I meant to mention on your last post - we had a green VW Bus that looked a lot like the one in the picture with your dad. I learned to drive on that behemoth. I still miss it - but not its pitiful engine. Could barely get up a hill in that thing :)

jenny_o said...

We did an obituary for my father also, despite having no visitation or service. Like you said, I felt it was important to those outside the immediate family/friends circle to have a way to know of his passing. I also thought it would make an easier genealogical trail for future generations if his obituary was in a publicly published newspaper instead of only a government archive. It also allowed us to let people know where they could, if they wished, make a donation in my dad's name. And with no other formal means of closure, the obituary helps to serve that purpose too.
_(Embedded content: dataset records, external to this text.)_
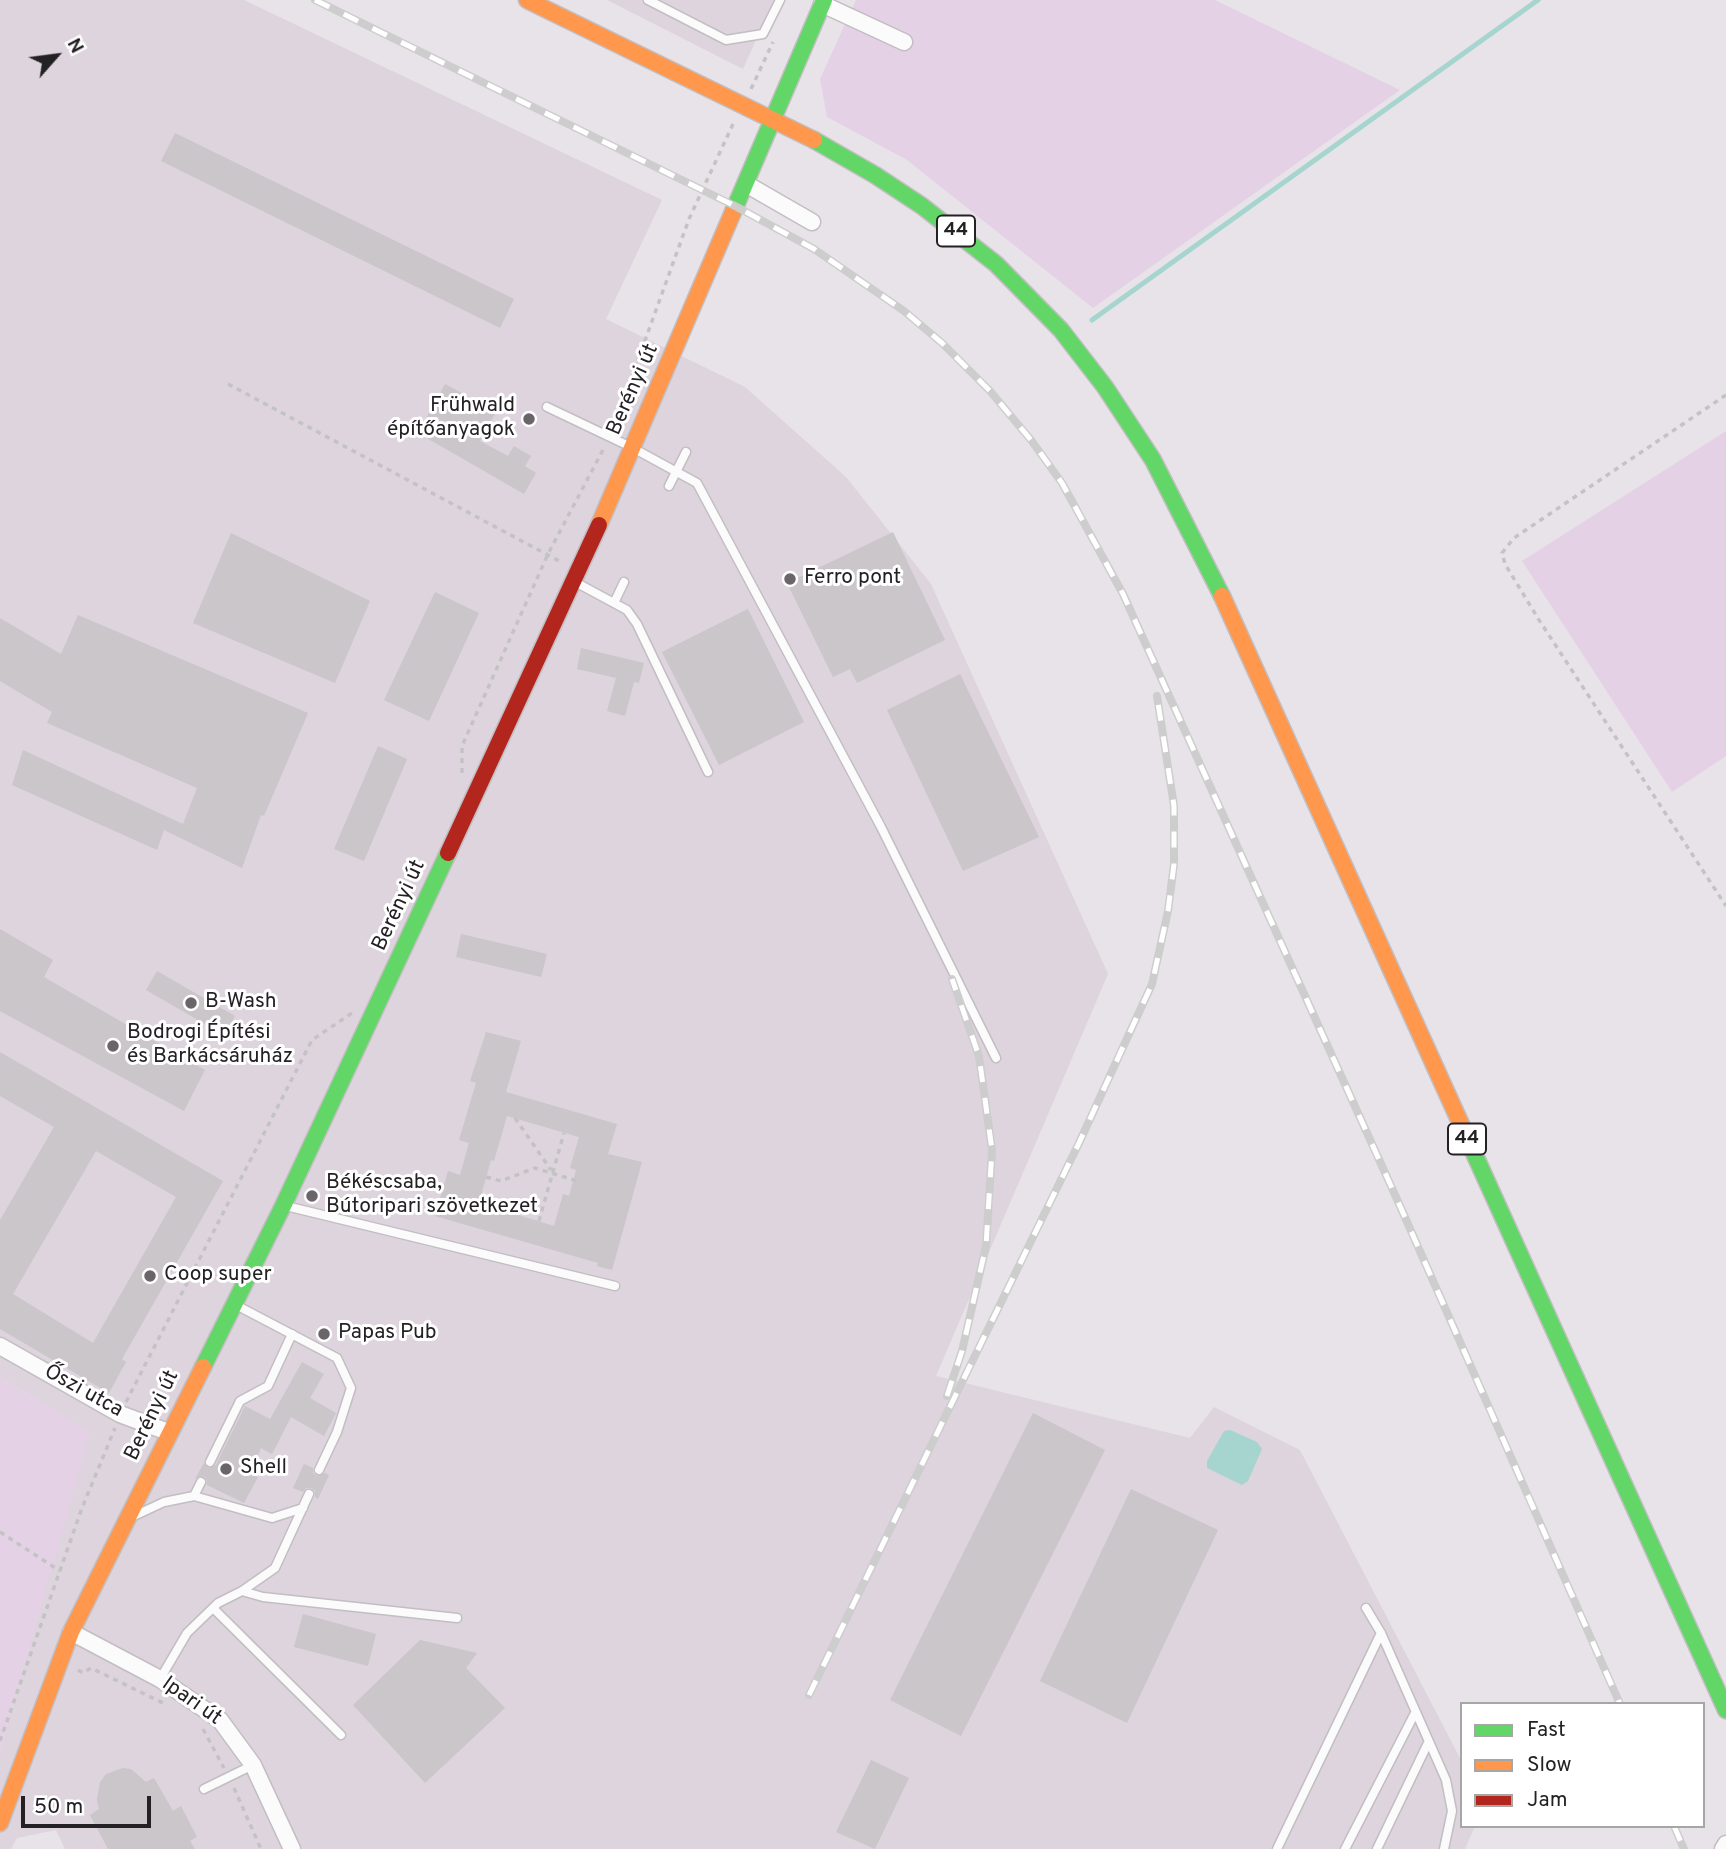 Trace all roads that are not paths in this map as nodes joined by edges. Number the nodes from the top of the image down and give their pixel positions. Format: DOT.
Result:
graph roads {
  1 [pos="527,0"];
  2 [pos="648,0"];
  3 [pos="780,0"];
  4 [pos="823,2"];
  5 [pos="904,42"];
  6 [pos="772,120"];
  7 [pos="746,184"];
  8 [pos="812,222"];
  9 [pos="547,407"];
  10 [pos="631,447"];
  11 [pos="686,452"];
  12 [pos="676,472"];
  13 [pos="669,486"];
  14 [pos="577,577"];
  15 [pos="624,582"];
  16 [pos="614,603"];
  17 [pos="708,772"];
  18 [pos="996,1058"];
  19 [pos="283,1206"];
  20 [pos="615,1286"];
  21 [pos="232,1303"];
  22 [pos="292,1334"];
  23 [pos="0,1346"];
  24 [pos="168,1432"];
  25 [pos="210,1462"];
  26 [pos="319,1471"];
  27 [pos="201,1482"];
  28 [pos="309,1494"];
  29 [pos="194,1496"];
  30 [pos="303,1507"];
  31 [pos="125,1520"];
  32 [pos="242,1591"];
  33 [pos="213,1608"];
  34 [pos="1366,1608"];
  35 [pos="457,1618"];
  36 [pos="71,1632"];
  37 [pos="1381,1633"];
  38 [pos="160,1679"];
  39 [pos="1726,1710"];
  40 [pos="1415,1713"];
  41 [pos="341,1735"];
  42 [pos="1429,1743"];
  43 [pos="253,1765"];
  44 [pos="204,1789"];
  45 [pos="0,1823"];
  46 [pos="1726,1844"];
  47 [pos="292,1849"];
  48 [pos="1277,1849"];
  49 [pos="1345,1849"];
  50 [pos="1377,1849"];
  51 [pos="1444,1849"];
  52 [pos="1723,1849"];
  1 -- 6 [label="main road, 44"];
  2 -- 3 [label="lane"];
  4 -- 5 [label="street"];
  4 -- 6 [label="main road, Berényi út"];
  6 -- 7 [label="main road, Berényi út"];
  6 -- 39 [label="main road, 44"];
  7 -- 8 [label="street"];
  7 -- 10 [label="main road, Berényi út"];
  9 -- 10 [label="lane"];
  10 -- 12 [label="lane"];
  10 -- 14 [label="main road, Berényi út"];
  11 -- 12 [label="lane"];
  12 -- 13 [label="lane"];
  12 -- 18 [label="lane"];
  14 -- 16 [label="lane"];
  14 -- 19 [label="main road, Berényi út"];
  15 -- 16 [label="lane"];
  16 -- 17 [label="lane"];
  19 -- 20 [label="lane"];
  19 -- 21 [label="main road, Berényi út"];
  21 -- 22 [label="lane"];
  21 -- 24 [label="main road, Berényi út"];
  22 -- 25 [label="lane"];
  22 -- 26 [label="lane"];
  23 -- 24 [label="street, Őszi utca"];
  24 -- 31 [label="main road, Berényi út"];
  27 -- 29 [label="lane"];
  28 -- 30 [label="lane"];
  29 -- 30 [label="lane"];
  29 -- 31 [label="lane"];
  30 -- 32 [label="lane"];
  31 -- 36 [label="main road, Berényi út"];
  32 -- 33 [label="lane"];
  32 -- 35 [label="lane"];
  33 -- 38 [label="lane"];
  33 -- 41 [label="lane"];
  34 -- 37 [label="lane"];
  36 -- 38 [label="street, Ipari út"];
  36 -- 45 [label="main road, Berényi út"];
  37 -- 40 [label="lane"];
  37 -- 48 [label="lane"];
  38 -- 43 [label="street, Ipari út"];
  40 -- 42 [label="lane"];
  40 -- 49 [label="lane"];
  42 -- 50 [label="lane"];
  42 -- 51 [label="lane"];
  43 -- 44 [label="lane"];
  43 -- 47 [label="street, Ipari út"];
  46 -- 52 [label="street"];
}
There IS such a lot to do afterwards, even without visitation and a funeral. It's good to be around family and others who understand and share in your loss. It helps in processing it as well as dealing with the legalities and possessions. You may find that the finality of your dad's death will not fully sink in for awhile; I'm speaking from my own experience which is the only one I have. Yours may be quite different. Whatever it is, be kind to yourself.

John Going Gently said...

I have been were you are.....
And you work on automatic and adrenalin
Sending you mine and the Prof's best wishes
Take care my friend x

Alphie Soup said...

My sincere condolences Steve, at this difficult time.

Thank you for sharing with us a small part of your father's life. The final photograph will be something to treasure always.